Out of the Tunnel. Thanks to Finance
OPINION |

Out of the Tunnel. Thanks to Finance

THE USE OF PRIVATE RESOURCES TO RETURN TO GROWTH AND EMERGE FROM THE CRISIS IS A PATH THAT IN EUROPE MUST BE UNDERTAKEN WITH DETERMINATION. TAKING CARE TO SET THE RULES OF THE GAME

by Stefano Caselli, full professor at Department of Finance

The coming months are decisive for many European countries. Economic policy choices will have an impact that transcends the same economic dimension as the ability to ensure robust and healthy growth has social impacts ranging from employment to reducing social gaps, poverty reduction. However, these choices have to face three fundamental variables: GDP growth, public debt growth and bank stability. This means that the real risk to avoid is to go through this New Year by giving little growth but by increasing public debt and weakening the banking system. The spaces and times to act are all there. However, it is necessary to fix some "rules of the game" that must be accepted at the time of the definition of the intervention schemes (both below and outside the Recovery Fund), and their implementation. Such rules of the game are those that allow managing the triangle between growth, debt and stability of the banking system and are the following: a) financial resources do not come solely from the State and the Recovery Fund.
Available savings must be used and therefore financial markets and financial investments play a decisive role; b) PPP (public-private-partnership) schemes have a powerful function of multiplying the effect of public choice through private financial resources; c) fiscal leverage plays a decisive role if it permanently directs companies towards virtuous and growth-oriented behavior; d) the banking system must be used as an instrument that multiplies the intervention in favor of the economy, alongside both PPP and fiscal incentive schemes. That is why financial markets and investment play a decisive role, and economic policy decisions must be used permanently.

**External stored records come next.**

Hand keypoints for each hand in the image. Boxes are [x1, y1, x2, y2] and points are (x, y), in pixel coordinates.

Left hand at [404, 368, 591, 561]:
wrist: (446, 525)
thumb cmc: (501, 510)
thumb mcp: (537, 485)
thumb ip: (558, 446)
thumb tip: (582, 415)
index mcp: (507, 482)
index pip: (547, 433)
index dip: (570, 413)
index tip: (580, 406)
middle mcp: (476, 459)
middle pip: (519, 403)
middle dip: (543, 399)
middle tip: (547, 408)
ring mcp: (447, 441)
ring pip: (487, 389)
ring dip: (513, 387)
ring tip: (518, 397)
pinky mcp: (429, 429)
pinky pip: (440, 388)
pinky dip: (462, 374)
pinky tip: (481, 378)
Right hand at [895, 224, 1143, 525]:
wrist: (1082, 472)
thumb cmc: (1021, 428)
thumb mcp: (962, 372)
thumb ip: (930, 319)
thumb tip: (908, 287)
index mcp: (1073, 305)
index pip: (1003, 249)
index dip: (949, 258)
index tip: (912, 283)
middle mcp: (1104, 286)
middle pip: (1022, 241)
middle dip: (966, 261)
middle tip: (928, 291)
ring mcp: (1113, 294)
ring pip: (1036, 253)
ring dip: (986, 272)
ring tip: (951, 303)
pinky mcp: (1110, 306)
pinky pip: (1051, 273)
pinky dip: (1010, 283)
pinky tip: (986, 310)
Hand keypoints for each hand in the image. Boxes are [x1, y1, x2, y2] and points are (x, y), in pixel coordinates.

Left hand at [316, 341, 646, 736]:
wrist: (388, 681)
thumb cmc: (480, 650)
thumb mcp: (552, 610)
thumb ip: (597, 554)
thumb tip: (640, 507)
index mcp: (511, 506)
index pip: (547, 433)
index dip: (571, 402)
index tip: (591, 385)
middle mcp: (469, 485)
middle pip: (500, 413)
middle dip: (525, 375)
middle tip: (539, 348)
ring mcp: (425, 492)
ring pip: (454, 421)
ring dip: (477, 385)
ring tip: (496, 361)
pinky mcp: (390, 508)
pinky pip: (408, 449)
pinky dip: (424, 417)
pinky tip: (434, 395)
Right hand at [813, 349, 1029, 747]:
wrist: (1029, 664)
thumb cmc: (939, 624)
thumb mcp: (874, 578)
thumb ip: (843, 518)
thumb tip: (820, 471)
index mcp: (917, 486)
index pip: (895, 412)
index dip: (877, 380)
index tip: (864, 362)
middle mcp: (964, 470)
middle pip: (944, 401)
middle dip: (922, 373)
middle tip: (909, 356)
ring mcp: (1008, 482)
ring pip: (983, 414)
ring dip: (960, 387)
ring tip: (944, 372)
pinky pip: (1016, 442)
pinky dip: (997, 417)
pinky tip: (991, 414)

Firstly, the use of the financial market and the involvement of investors (private equity, venture capital, PIR) in support of corporate equity should be promoted. The risk to be avoided is that of a State control in the intervention in risk capital and of a crowding-out of the market. The way is instead to find the conditions so that the intervention of the State is used fully and follows the logic of flanking private capital. There are two fundamental considerations: a) investors in risk capital, listed and not (therefore venture capital, private equity, PIR, business angels and incubators) must be valued with a clear incentive on capital gain, which is the real element that creates the market and therefore attracts investors by generating liquidity; b) State intervention must take place either with a clear and independent market logic or through the necessary support to private investors.

Secondly, we need to think about the issue of bank credit and the role of the public guarantee, defined in the early days of the crisis, in Italy and in many European countries. The use of the banking channel, although it may be useful in the immediate future, already creates a negative impact in the short term: companies become more indebted and the space for obtaining credit in the future can be reduced. In the long term, the maintenance of the State guarantee should be anchored to a capitalization logic: the State guarantee on the credit is granted only if the company proceeds to a capital increase defined on a fixed percentage of the credit.

Finally, again on the debt side, the use of bonds with a maturity of more than ten years, with interest linked to the recovery of turnover or the development of infrastructure projects is the choice to be made. Which leads to a variety of solutions that extend to bonds dedicated to individual production chains or to individual territorial clusters or social bonds with a logic of deep intervention in areas that need real reconstruction. The important fact is that impact bonds allow to intercept that demand for investment so widespread (both individual investors and savers that institutional investors such as pension funds) and looking for real underlying performance and achieving goals that can be qualified as ESG. Finally, it should be noted that the use of bonds by companies helps to strengthen their financial structure and thus their ability to obtain further financing from banks. In this respect, the size of the tax incentive should be targeted both at user companies and at investors.

The path of the financial market and the use of private resources in Europe is one that must be pursued resolutely. Let us avoid waiting by looking at the taximeter of the public debt of many countries that runs inexorably, because otherwise the temptation to use those resources available to bring down the public debt will present itself on the policy makers’ decisions table.